Desde que, en los años setenta del pasado siglo, surgiera lo que podría definirse como el nuevo Corpus Hermeticum de las ciencias, oscuras y ocultas, de lo auto, nos hemos afanado en tejer el encantamiento que ha privado al mundo de la mayor parte de su sentido.
La autoayuda, la autoestima, la autovaloración, el autoconocimiento y la infinidad de “autos” que les han acompañado desde entonces han formado una telaraña de afinidades y ritos que, como los que se heredaran del Hermes Trismegisto de la antigüedad, se nos presentaron como la fórmula arcana de reformar el mundo, de cambiar la realidad y de transformarnos a nosotros mismos, pero se han ahogado y perdido en la contrarreforma que aquellos que un principio estaban llamados a ser los artífices de esos cambios, o sea nosotros mismos, emprendieron cuando se dieron cuenta que ese nuevo hermetismo exigía algo a lo que no estábamos dispuestos.

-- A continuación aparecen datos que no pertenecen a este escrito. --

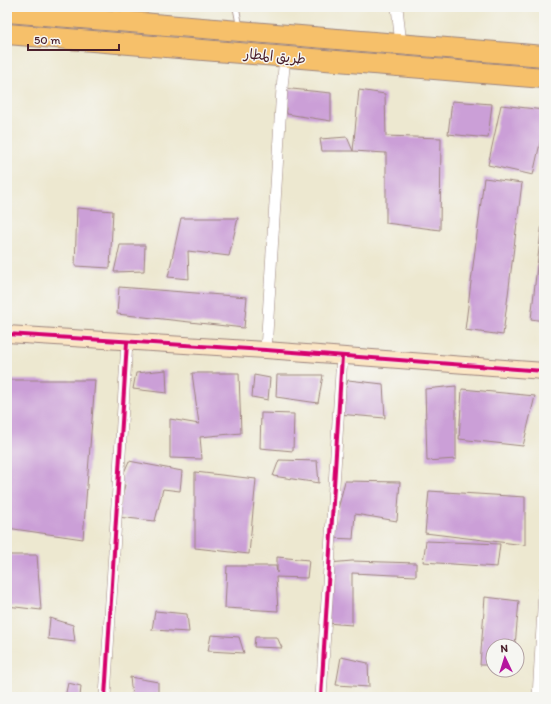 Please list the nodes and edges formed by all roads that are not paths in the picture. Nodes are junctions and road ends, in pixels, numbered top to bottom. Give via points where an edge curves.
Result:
1 (236, 7) edge
2 (397, 7) edge
3 (19, 11) edge
4 (149, 24) junction
5 (241, 32) junction
6 (7, 34) edge
7 (401, 45) junction
8 (149, 46) junction
9 (544, 56) edge
10 (285, 57) junction
11 (544, 78) edge
12 (7, 334) edge
13 (128, 342) junction
14 (266, 350) junction
15 (342, 356) junction
16 (544, 371) edge
17 (544, 592) edge
18 (105, 697) edge
19 (321, 697) edge
20 (538, 697) edge

1 - 5 lane
2 - 7 street
3 - 4 highway, طريق المطار
4 - 5 highway, طريق المطار
4 - 8 highway
5 - 7 highway, طريق المطار
6 - 8 highway, طريق المطار
7 - 9 highway, طريق المطار
8 - 10 highway, طريق المطار
10 - 11 highway, طريق المطار
10 - 14 street
12 - 13 street
13 - 14 street
13 - 18 street
14 - 15 street
15 - 16 street
15 - 19 street
17 - 20 street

La perspectiva que han generado los “autos herméticos” sobre el cuadro del mundo no sólo ha acortado la perspectiva que se usaba hasta entonces y que abarcaba todo el mundo en lo social y lo personal. No sólo ha hecho que la línea del horizonte se convierta en un ínfimo guión de escasos centímetros que impide observar las distancias apropiadas de las cosas, sino que ha cercenado de un tajo el mismo concepto de la distancia.
Todos los autos estaban llamados, por su propia naturaleza, a distorsionar la imagen del mundo, a acortarla hasta destruir el mismo concepto de circunstancias, que Ortega y Gasset se esforzara tanto por crear para el ser humano.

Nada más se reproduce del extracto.